Adélio Mendes defendeu que o recurso a painéis fotovoltaicos pode ajudar a diminuir o preço a pagar pela eletricidade e usa, como exemplo, os preços de eletricidade fotovoltaica mais baixos do mundo “Na Alemanha temos um preço de 4,29 cêntimos por kWh. No Arizona temos menos do que 2,5 cêntimos. No Chile temos 1,75 cêntimos. Arábia Saudita 1,46 cêntimos por kWh”.

O investigador adiantou ainda que “a eletricidade mais barata produzida em telhados no ano passado foi de 2,8 cêntimos por kWh” e recordou que “o preço da eletricidade na Península Ibérica anda à volta dos 5 cêntimos, apesar de nós pagarmos de acordo com as estatísticas da Comissão Europeia, isto é, 23,2 cêntimos, dos quais cerca de 12 cêntimos dizem respeito ao preço e o resto são taxas e IVA”.

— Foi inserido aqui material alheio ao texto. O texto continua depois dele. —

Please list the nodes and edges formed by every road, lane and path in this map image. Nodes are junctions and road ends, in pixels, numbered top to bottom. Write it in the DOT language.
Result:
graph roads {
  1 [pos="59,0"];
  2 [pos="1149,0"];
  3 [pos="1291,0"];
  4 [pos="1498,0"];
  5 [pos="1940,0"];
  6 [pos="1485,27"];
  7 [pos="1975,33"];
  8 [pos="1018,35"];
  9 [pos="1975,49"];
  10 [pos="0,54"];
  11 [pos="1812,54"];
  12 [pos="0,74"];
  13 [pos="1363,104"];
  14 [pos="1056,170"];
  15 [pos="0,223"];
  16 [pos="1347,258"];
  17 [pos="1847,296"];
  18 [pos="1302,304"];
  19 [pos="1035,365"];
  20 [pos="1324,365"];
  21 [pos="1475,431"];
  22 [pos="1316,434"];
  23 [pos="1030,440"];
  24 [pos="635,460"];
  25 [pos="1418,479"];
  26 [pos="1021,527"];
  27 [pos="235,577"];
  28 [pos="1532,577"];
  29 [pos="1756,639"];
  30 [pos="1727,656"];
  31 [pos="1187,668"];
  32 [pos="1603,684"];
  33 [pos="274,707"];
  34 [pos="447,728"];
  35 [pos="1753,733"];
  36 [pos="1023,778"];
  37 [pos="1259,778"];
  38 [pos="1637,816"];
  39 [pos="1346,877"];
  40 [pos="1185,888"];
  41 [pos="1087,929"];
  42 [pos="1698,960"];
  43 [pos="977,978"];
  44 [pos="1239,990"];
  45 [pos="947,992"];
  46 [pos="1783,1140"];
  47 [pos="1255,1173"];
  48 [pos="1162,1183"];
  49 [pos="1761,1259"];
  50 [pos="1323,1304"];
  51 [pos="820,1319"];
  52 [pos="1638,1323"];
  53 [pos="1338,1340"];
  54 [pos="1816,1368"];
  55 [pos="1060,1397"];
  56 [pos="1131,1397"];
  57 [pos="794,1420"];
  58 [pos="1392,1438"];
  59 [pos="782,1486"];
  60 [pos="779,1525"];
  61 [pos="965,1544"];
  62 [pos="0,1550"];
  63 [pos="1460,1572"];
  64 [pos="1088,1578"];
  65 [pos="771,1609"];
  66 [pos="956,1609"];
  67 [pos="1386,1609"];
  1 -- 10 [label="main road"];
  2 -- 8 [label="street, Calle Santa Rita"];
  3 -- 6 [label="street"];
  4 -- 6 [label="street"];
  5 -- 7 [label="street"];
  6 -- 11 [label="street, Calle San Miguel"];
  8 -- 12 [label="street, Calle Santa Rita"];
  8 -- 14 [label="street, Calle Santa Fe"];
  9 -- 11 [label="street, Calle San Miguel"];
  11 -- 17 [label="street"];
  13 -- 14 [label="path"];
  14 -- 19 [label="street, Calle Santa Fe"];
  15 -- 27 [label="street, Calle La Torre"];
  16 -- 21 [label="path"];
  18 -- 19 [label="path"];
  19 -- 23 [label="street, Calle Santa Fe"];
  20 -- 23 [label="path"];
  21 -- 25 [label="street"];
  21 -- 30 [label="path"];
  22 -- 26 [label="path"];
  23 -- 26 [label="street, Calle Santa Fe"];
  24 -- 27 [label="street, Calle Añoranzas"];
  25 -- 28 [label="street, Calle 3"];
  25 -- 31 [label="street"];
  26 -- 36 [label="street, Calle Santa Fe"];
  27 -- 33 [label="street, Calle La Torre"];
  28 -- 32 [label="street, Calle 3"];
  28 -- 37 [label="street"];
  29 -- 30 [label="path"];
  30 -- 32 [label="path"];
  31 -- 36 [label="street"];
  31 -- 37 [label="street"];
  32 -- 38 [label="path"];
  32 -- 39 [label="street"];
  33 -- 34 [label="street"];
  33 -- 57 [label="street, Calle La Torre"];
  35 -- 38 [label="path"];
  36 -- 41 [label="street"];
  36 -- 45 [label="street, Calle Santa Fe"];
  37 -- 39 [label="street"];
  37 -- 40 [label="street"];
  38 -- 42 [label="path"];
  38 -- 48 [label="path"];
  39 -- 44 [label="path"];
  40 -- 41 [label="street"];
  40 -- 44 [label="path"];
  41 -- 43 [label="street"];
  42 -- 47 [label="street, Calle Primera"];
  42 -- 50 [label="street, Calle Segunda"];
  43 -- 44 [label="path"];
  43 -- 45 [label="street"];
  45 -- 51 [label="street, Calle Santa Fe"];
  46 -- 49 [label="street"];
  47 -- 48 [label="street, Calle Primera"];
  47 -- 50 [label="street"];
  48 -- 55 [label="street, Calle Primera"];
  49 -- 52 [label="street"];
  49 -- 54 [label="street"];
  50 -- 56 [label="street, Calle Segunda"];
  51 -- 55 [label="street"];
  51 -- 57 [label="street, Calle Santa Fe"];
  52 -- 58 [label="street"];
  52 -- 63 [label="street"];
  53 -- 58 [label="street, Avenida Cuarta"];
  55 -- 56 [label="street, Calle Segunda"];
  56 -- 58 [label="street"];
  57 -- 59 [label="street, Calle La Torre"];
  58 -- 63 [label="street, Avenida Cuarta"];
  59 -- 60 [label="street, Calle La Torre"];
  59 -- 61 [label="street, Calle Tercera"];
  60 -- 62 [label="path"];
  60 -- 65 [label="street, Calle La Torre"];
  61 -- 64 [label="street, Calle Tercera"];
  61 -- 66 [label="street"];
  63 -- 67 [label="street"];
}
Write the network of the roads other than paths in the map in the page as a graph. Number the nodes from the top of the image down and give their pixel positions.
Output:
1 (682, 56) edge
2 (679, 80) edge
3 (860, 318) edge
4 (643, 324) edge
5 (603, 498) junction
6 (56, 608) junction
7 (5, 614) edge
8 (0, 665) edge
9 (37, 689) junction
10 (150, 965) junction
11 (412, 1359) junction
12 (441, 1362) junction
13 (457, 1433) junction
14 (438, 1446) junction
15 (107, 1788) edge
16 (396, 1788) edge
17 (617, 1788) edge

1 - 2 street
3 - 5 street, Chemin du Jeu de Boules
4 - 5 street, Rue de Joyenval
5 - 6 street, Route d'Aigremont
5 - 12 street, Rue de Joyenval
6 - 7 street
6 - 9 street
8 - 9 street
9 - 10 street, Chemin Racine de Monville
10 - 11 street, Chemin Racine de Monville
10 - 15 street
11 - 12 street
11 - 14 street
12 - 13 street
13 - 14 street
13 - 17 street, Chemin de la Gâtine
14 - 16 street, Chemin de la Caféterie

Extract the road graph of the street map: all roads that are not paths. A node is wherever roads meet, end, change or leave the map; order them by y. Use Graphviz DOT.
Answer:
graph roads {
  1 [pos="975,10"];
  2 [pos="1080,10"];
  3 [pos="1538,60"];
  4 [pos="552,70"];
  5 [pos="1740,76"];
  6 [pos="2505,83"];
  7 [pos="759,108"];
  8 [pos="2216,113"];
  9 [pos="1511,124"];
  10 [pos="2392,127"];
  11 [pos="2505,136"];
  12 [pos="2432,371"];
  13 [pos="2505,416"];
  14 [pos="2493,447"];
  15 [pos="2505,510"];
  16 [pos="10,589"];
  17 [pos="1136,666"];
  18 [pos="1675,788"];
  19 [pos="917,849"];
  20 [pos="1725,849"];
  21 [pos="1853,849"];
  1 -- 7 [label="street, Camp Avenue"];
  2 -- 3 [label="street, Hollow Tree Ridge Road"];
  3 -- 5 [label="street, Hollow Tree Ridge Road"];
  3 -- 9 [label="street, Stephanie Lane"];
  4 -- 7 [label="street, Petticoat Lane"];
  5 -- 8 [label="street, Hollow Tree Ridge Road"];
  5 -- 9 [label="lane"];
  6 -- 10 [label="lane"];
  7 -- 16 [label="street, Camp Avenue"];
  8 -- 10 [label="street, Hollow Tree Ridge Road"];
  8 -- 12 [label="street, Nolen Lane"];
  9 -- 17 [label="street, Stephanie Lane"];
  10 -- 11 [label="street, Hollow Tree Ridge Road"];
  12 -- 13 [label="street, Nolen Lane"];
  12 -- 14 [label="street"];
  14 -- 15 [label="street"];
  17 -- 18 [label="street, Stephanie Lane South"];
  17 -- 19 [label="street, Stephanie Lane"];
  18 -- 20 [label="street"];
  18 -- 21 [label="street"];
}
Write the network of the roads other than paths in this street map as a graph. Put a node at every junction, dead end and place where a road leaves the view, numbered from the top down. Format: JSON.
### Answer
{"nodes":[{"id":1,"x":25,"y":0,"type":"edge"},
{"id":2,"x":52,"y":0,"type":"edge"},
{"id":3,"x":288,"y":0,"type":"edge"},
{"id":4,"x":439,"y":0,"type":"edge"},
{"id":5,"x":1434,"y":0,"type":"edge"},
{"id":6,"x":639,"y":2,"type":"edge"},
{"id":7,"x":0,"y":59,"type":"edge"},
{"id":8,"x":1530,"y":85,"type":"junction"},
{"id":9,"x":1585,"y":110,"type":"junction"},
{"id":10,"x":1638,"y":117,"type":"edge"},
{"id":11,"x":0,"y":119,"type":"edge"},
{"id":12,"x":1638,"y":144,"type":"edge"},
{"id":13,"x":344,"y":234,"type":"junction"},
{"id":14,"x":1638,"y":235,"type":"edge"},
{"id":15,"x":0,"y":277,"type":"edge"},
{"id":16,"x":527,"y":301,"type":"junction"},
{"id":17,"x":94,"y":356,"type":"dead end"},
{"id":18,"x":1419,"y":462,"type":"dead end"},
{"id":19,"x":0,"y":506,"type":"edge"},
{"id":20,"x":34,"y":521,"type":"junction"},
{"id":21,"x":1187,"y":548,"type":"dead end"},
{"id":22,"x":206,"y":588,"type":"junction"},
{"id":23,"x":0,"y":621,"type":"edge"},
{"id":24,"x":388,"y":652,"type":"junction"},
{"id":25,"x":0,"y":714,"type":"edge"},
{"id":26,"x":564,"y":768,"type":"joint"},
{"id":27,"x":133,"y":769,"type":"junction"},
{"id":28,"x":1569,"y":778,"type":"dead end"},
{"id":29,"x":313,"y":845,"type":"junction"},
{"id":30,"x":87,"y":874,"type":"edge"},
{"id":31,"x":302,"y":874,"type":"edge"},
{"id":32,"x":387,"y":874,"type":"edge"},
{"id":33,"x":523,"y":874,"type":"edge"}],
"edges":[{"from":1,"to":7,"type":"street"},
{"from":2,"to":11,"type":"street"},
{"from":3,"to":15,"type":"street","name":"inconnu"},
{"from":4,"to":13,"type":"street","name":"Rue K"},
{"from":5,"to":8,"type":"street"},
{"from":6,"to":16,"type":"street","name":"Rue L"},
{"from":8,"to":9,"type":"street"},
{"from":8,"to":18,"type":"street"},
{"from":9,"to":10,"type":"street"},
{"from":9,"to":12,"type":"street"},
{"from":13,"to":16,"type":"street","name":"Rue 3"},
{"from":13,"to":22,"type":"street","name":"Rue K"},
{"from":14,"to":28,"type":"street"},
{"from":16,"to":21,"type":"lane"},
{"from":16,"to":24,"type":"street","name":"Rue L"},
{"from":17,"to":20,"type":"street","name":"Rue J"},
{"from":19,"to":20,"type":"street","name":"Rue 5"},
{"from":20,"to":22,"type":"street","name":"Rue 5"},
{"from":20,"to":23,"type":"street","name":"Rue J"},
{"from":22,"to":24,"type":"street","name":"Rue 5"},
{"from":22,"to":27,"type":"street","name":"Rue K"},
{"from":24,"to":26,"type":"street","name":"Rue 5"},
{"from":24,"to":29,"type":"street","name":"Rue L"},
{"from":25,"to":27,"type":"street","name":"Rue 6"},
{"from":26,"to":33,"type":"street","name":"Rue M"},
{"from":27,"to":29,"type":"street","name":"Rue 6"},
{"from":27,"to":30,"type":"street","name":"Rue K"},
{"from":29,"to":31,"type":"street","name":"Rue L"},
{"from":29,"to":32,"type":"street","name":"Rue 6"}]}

2) Pensar a cidade depois da reabilitação

Bento Aires, coordenador do Colégio de Engenharia Civil- Região Norte, deixou uma questão “E depois da cidade reabilitada?” para logo a seguir lançar uma série de respostas e de desafios.
Na opinião do engenheiro é preciso preservar a identidade local do Porto, oferecendo às pequenas comunidades a gestão de uma pequena parte do orçamento municipal.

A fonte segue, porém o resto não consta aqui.